Source Science of the Total Environment 679 (2019). - ISSN 0048-9697 - p. 248 - 259.
DOI https://doi.org/10.1016/j.scitotenv.2019.04.443
Department(s) Water Systems and Global Change
WIMEK
Sustainable Soil Use
GTB Teelt & Gewasfysiologie
PE&RC
Aquatic Ecology and Water Quality Management
Publication type Refereed Article in a scientific journal
Publication year 2019
Keyword(s) Alternative stable states - Diffuse source - Management - PCLake - Point source - Spatial heterogeneity
Abstract

Many aquatic ecosystems have deteriorated due to human activities and their restoration is often troublesome.

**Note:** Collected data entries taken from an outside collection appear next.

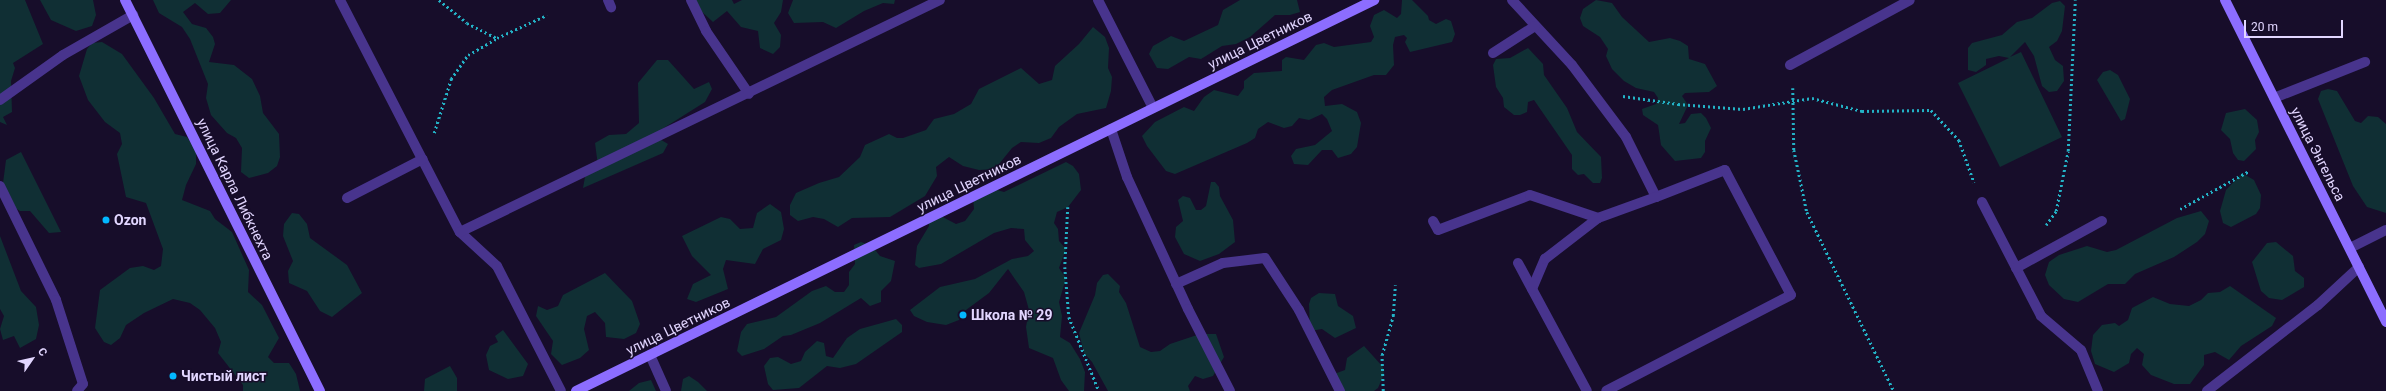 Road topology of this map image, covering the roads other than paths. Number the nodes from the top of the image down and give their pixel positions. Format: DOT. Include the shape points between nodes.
graph roads {
  1 [pos="125,0"];
  2 [pos="340,0"];
  3 [pos="691,0"];
  4 [pos="940,0"];
  5 [pos="1098,0"];
  6 [pos="1374,0"];
  7 [pos="1512,0"];
  8 [pos="1910,0"];
  9 [pos="2224,0"];
  10 [pos="133,15"];
  11 [pos="1535,26"];
  12 [pos="1493,53"];
  13 [pos="2365,62"];
  14 [pos="1790,65"];
  15 [pos="749,94"];
  16 [pos="2274,98"];
  17 [pos="0,100"];
  18 [pos="1154,108"];
  19 [pos="1111,129"];
  20 [pos="423,159"];
  21 [pos="1,190"];
  22 [pos="1656,197"];
  23 [pos="347,198"];
  24 [pos="1982,202"];
  25 [pos="1598,218"];
  26 [pos="1433,220"];
  27 [pos="2102,221"];
  28 [pos="2386,230"];
  29 [pos="460,232"];
  30 [pos="2350,248"];
  31 [pos="1518,263"];
  32 [pos="2360,267"];
  33 [pos="2016,268"];
  34 [pos="1176,284"];
  35 [pos="1532,289"];
  36 [pos="2386,322"];
  37 [pos="650,355"];
  38 [pos="77,391"];
  39 [pos="320,391"];
  40 [pos="561,391"];
  41 [pos="576,391"];
  42 [pos="666,391"];
  43 [pos="1230,391"];
  44 [pos="1340,391"];
  45 [pos="1587,391"];
  46 [pos="1606,391"];
  47 [pos="2098,391"];
  48 [pos="2207,391"];
  1 -- 10 [label="street, улица Карла Либкнехта"];
  2 -- 20 [label="lane"];
  3 -- 15 [label="lane" via="706,31"];
  4 -- 15 [label="lane"];
  5 -- 18 [label="lane"];
  6 -- 18 [label="street, улица Цветников"];
  7 -- 11 [label="lane"];
  8 -- 14 [label="lane"];
  9 -- 16 [label="street, улица Энгельса"];
  10 -- 17 [label="lane" via="63,55"];
  10 -- 39 [label="street, улица Карла Либкнехта"];
  11 -- 12 [label="lane"];
  11 -- 22 [label="lane" via="1572,65 1626,137"];
  13 -- 16 [label="lane"];
  15 -- 29 [label="lane"];
  16 -- 30 [label="street, улица Энгельса"];
  18 -- 19 [label="street, улица Цветников"];
  19 -- 34 [label="lane" via="1127,177"];
  19 -- 37 [label="street, улица Цветников"];
  20 -- 23 [label="lane"];
  20 -- 29 [label="lane"];
  21 -- 38 [label="lane" via="56,300 83,384"];
  22 -- 25 [label="lane"];
  22 -- 46 [label="lane" via="1725,170 1791,295"];
  24 -- 33 [label="lane"];
  25 -- 26 [label="lane" via="1530,195 1438,230"];
  25 -- 35 [label="lane" via="1545,259"];
  27 -- 33 [label="lane"];
  28 -- 30 [label="lane"];
  29 -- 40 [label="lane" via="498,266"];
  30 -- 32 [label="street, улица Энгельса"];
  31 -- 35 [label="lane"];
  32 -- 36 [label="street, улица Энгельса"];
  32 -- 48 [label="lane" via="2318,305"];
  33 -- 47 [label="lane" via="2041,316 2081,350"];
  34 -- 43 [label="lane"];
  34 -- 44 [label="lane" via="1222,263 1265,258 1299,310"];
  35 -- 45 [label="lane"];
  37 -- 41 [label="street, улица Цветников"];
  37 -- 42 [label="lane"];
}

It is proposed here that the restoration success of deteriorated lakes critically depends on hitherto largely neglected spatial heterogeneity in nutrient loading and hydrology. A modelling approach is used to study this hypothesis by considering four lake types with contrasting nutrient loading (point versus diffuse)and hydrology (seepage versus drainage). By comparing the longterm effect of common restoration measures (nutrient load reduction, lake flushing or biomanipulation)in these four lake types, we found that restoration through reduction of nutrient loading is effective in all cases. In contrast, biomanipulation only works in seepage lakes with diffuse nutrient inputs, while lake flushing will even be counterproductive in lakes with nutrient point sources. The main conclusion of the presented analysis is that a priori assessment of spatial heterogeneity caused by nutrient loading and hydrology is essential for successful restoration of lake ecosystems.